Working toward financial goals isn’t simply about saving money or paying off debt. It is about optimizing your cash flow so your spending is synched with your personal values and life goals. Every life goal requires a financial plan, because without one, we run the risk of sinking further into debt or blowing through savings. Managing your money with a budget is the first step to ensuring you put your money where your heart is.
Face the fear: Start small by focusing on a grocery or entertainment budget. Over time, you will kick your fear and manage your cash flow with ease and confidence. While there’s no simple formula for creating a personal budget, there are some basic guidelines you can follow to maintain a realistic and flexible monthly spending plan. If you are trying to reach some ambitious financial goals or are just tired of worrying about where your money is going, a budget is your ticket to freedom.
The Fear of Tracking Your Spending
When I first started tracking my spending, I thought it would just be basic math. That was until the numbers started to add up. We all know that we have money leaks — but actually identifying them is terrifying. For example, try adding up how much money you spend ordering in for lunch every month!
Face the fear: Tell yourself that not knowing is worse. Approach tracking with the mindset that budgets are all about transparency: looking at where your money is going. There is nothing wrong with spending your money as long as you are making conscious choices about what you are spending it on — and what you are not. Should you ever notice that you are not in control of your spending, be brave enough to question why. Let your fears empower you, not stop you, because embracing that fear makes it easier to choose your big-picture goals over immediate spending. Paying attention will eventually feel better than ignorance.
The Fear of Feeling Broke
Establishing a budget doesn’t mean that you must cut all the fun from your life, so stop starving your spending. Budgeting is a conscious effort to spend your income in any manner you choose. It is essentially a plan to spend, not a plan to prohibit spending.
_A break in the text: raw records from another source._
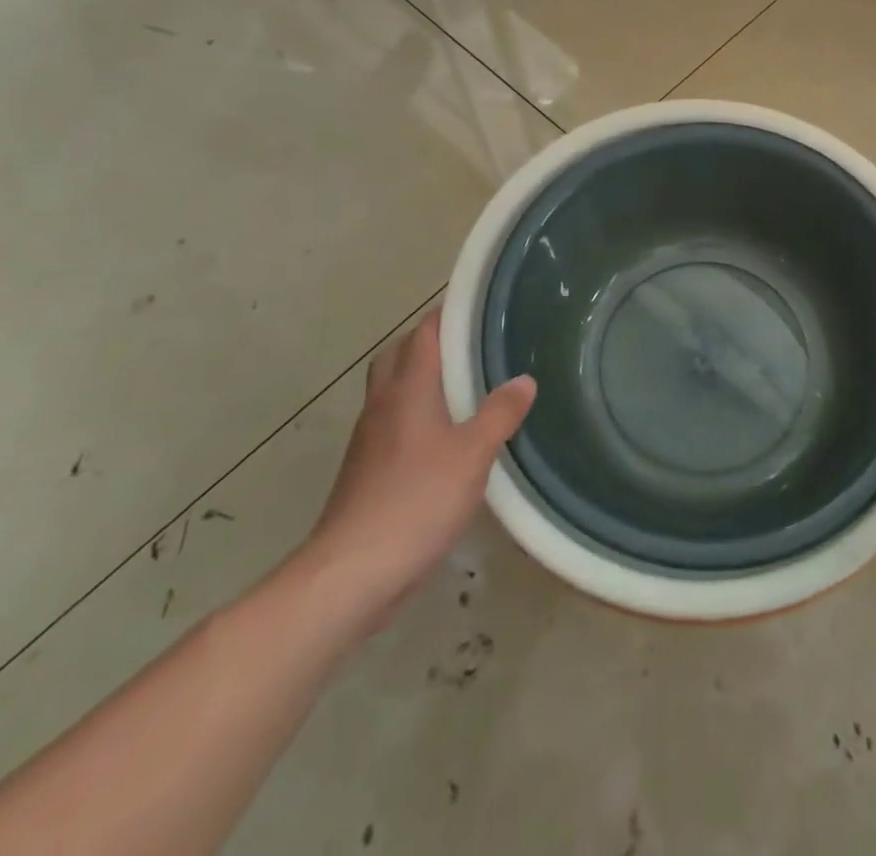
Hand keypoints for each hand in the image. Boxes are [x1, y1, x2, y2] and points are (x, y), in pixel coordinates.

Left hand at [294, 306, 534, 638]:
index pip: (424, 333)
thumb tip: (524, 380)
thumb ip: (500, 413)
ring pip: (393, 389)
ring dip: (422, 378)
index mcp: (407, 388)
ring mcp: (370, 438)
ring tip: (464, 387)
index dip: (447, 313)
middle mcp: (383, 403)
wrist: (352, 571)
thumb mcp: (472, 454)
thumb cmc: (416, 499)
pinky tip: (444, 438)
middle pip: (400, 355)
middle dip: (430, 342)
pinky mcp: (366, 469)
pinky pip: (393, 422)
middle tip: (471, 345)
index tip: (478, 305)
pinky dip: (416, 414)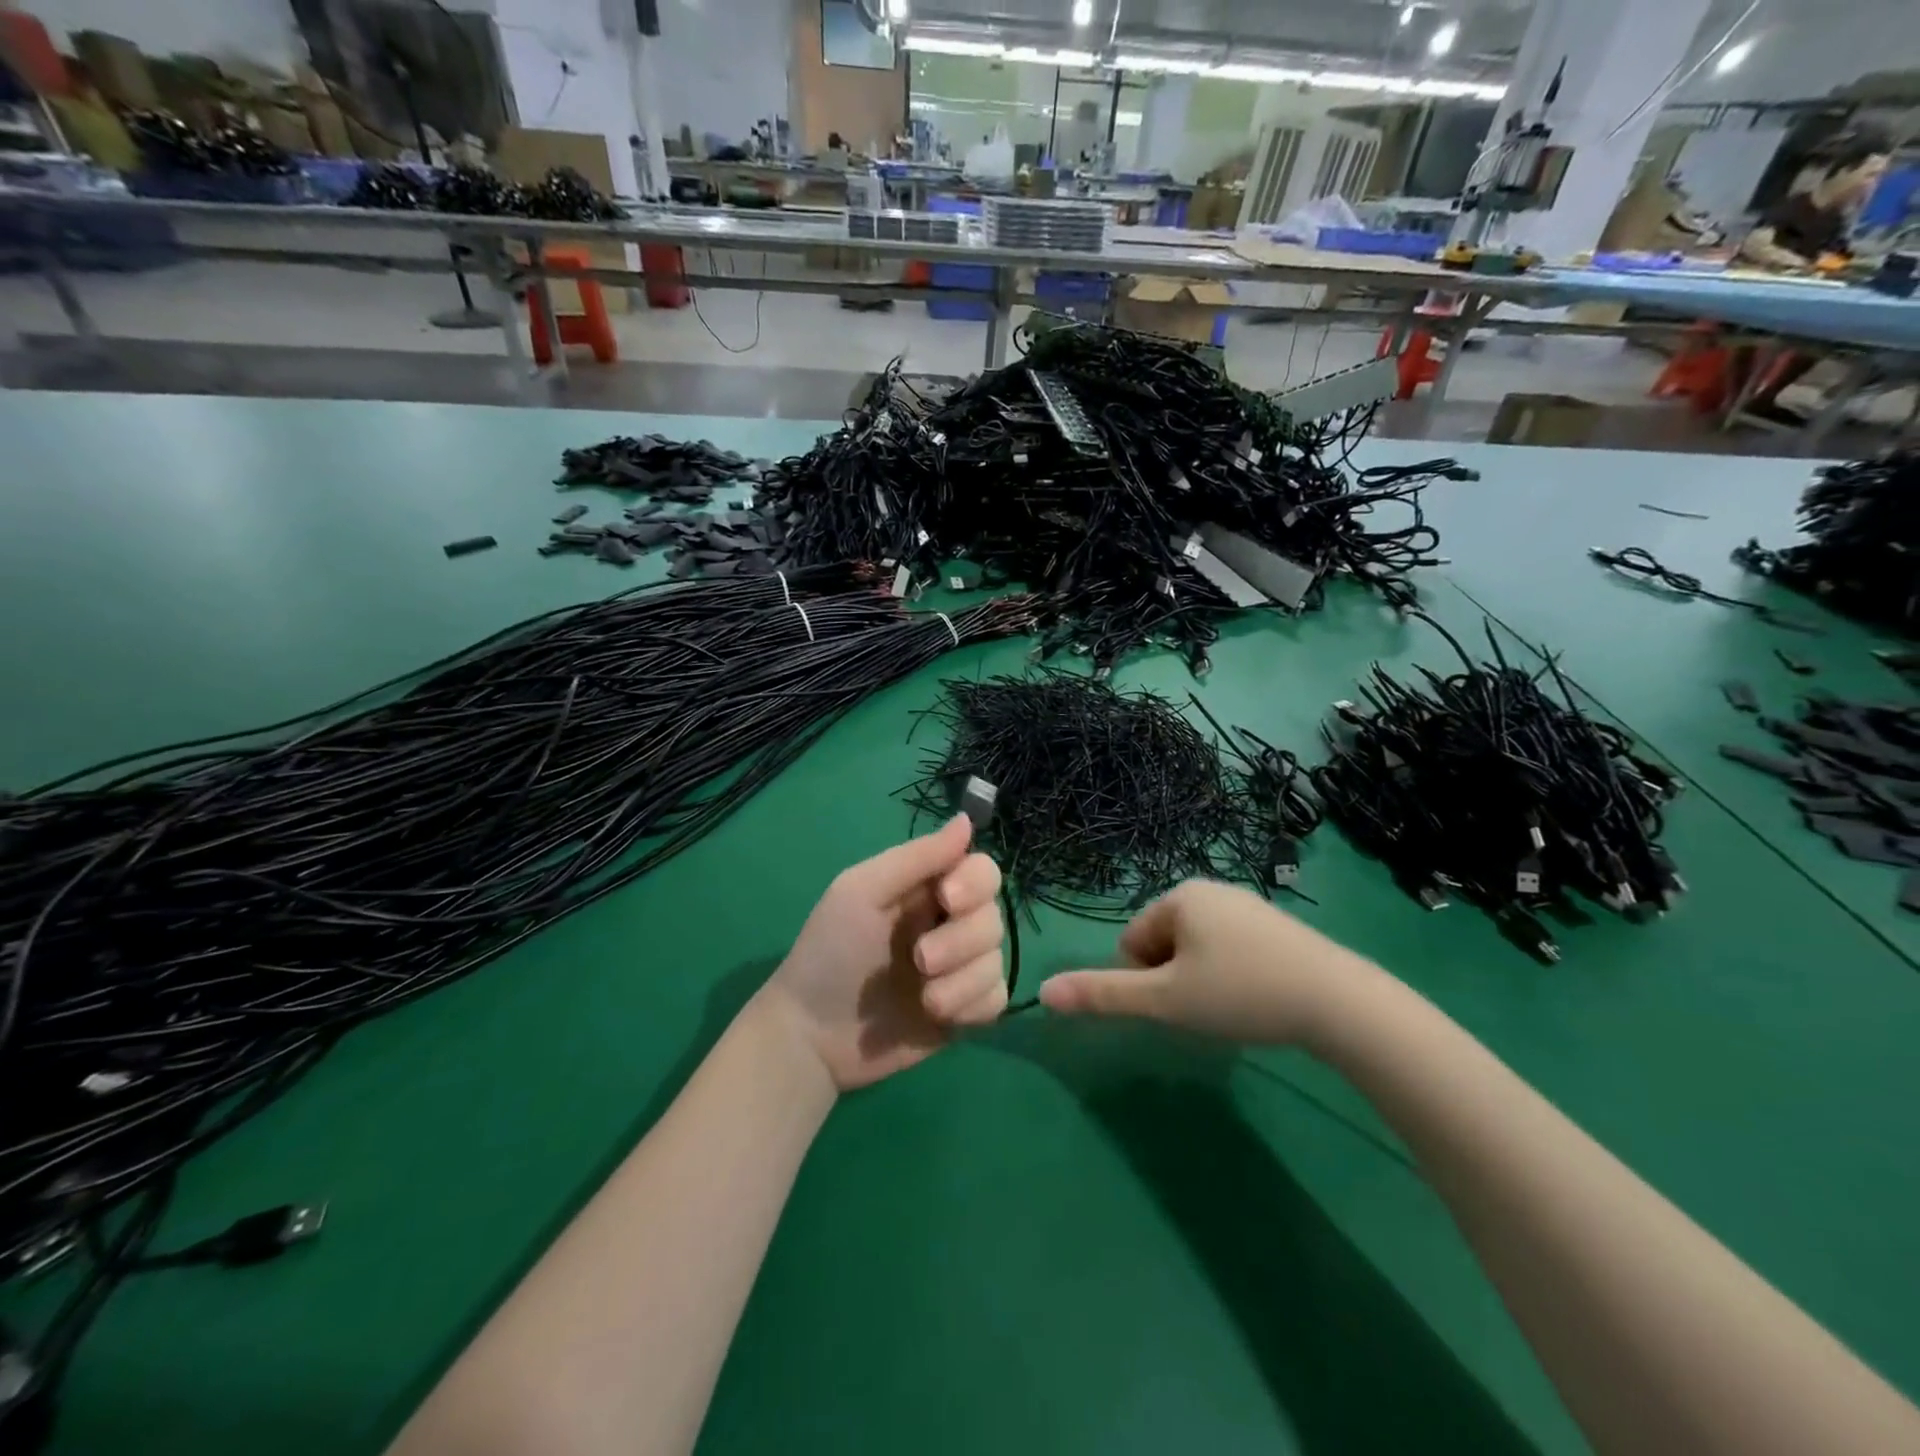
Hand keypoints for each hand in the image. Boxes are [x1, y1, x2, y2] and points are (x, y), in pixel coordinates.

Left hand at [760, 815, 1006, 1091]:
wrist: (812, 1036)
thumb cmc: (829, 953)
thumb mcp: (862, 892)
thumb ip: (916, 857)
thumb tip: (968, 819)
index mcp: (926, 889)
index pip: (981, 870)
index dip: (975, 883)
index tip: (946, 899)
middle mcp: (949, 923)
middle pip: (994, 916)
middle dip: (960, 941)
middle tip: (919, 960)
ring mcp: (959, 969)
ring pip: (997, 959)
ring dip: (962, 979)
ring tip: (923, 998)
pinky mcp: (964, 1011)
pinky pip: (996, 999)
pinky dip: (971, 1005)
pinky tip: (937, 1015)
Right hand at [1039, 880, 1374, 1048]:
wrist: (1339, 1002)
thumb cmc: (1240, 993)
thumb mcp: (1165, 999)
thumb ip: (1103, 995)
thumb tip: (1044, 992)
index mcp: (1180, 896)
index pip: (1132, 942)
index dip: (1144, 982)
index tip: (1176, 1005)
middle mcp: (1211, 890)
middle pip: (1164, 943)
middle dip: (1173, 980)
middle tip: (1203, 1010)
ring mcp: (1248, 906)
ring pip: (1197, 949)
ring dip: (1200, 981)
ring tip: (1232, 1009)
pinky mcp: (1277, 927)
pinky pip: (1231, 950)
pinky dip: (1231, 977)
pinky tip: (1257, 1000)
If you approach budgeting with the mindset that extreme frugalness is mandatory, you will be miserable and give up.
Face the fear: When you map out your budget for the first time, you might find that your income isn’t going to cover everything on your wish list. Still, you have a budget because you want to improve your life. Therefore, a good budget leaves room for fun stuff. You just have to figure out what fun stuff is really important to you. If that $100-per-month coffee tab makes you happy, keep it! Those little treats help maintain your motivation as you work toward your bigger-picture goals.
The Fear of Failing
A sustainable budget is flexible. Many people who start a budget get discouraged because expenses don’t always fall neatly in their preset categories. Unexpected expenses can creep up and knock everything out of whack, to the point where you feel like you have failed.
The beauty of a budget is that it can always be rebalanced at any time to adjust for irregular expenses and rainy days. Sometimes this is a struggle, but the only people who don’t wrestle with adjusting a budget are those who have no idea where their money is going in the first place.
Face the fear: Budget to expect the unexpected and you will be able to adjust for those pesky expenses with ease. Life is full of surprises, and part of your budget needs to account for these situations. If you don’t give yourself a cushion, you may end up sabotaging a goal or putting yourself in further debt. I like to include a category in my budget called the “What Now? Fund” and I let the money accrue in my savings if no surprise expenses come up.
In our consumption-based economy, it’s incredibly empowering to have control of where your money is going for the greater goal of reaching your personal definition of financial freedom. By creating a plan and tracking your spending, you will see just how far your money can go and what you can afford with it. Before you know it, you will find that you have a financial life that’s full of ease and void of fear.